-- TASK DESCRIPTION --
Copy every line that contains the string "nodes" from the entries below.

-- DATASET --
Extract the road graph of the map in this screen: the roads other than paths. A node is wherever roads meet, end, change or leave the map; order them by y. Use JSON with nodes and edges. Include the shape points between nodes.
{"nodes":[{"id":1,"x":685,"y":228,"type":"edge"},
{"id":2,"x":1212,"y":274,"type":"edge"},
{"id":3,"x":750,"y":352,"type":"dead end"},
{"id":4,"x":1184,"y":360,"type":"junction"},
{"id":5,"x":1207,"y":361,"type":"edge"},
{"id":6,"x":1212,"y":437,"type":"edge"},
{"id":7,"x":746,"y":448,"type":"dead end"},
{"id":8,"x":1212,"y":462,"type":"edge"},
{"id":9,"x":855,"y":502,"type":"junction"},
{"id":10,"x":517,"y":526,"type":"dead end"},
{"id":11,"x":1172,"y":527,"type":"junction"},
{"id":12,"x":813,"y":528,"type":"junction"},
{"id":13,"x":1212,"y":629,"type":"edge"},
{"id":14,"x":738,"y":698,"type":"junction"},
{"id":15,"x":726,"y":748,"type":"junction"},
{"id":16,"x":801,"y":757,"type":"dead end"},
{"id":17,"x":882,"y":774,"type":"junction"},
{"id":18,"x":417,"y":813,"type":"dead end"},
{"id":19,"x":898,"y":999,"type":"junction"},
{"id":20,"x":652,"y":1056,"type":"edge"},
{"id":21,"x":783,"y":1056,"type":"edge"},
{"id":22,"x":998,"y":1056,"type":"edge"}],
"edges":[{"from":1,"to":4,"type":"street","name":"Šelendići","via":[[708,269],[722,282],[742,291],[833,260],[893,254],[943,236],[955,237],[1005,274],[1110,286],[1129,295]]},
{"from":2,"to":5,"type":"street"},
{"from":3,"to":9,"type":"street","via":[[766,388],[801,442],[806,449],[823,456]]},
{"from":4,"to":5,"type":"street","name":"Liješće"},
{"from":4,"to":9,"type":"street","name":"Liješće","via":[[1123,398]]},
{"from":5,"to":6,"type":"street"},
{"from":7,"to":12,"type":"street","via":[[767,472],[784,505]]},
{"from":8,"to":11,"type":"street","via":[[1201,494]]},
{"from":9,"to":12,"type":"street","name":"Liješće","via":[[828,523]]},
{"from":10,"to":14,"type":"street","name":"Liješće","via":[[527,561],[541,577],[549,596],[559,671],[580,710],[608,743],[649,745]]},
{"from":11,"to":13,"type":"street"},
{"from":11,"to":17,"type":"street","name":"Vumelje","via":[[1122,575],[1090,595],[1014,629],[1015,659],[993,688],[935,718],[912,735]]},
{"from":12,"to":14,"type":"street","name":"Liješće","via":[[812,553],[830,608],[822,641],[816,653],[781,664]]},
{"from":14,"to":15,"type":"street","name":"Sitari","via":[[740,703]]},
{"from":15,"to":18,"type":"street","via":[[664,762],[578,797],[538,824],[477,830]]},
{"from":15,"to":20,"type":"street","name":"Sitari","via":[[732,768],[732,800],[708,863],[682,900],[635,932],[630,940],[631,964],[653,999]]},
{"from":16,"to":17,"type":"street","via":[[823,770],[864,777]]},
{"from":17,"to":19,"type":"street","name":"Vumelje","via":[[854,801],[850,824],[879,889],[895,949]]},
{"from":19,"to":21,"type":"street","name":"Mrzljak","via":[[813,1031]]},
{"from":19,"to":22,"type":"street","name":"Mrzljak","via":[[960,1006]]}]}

-- COMPLETED EXERCISE --
Extract the road graph of the map in this screen: the roads other than paths. A node is wherever roads meet, end, change or leave the map; order them by y. Use JSON with nodes and edges. Include the shape points between nodes.
{"nodes":[{"id":1,"x":685,"y":228,"type":"edge"},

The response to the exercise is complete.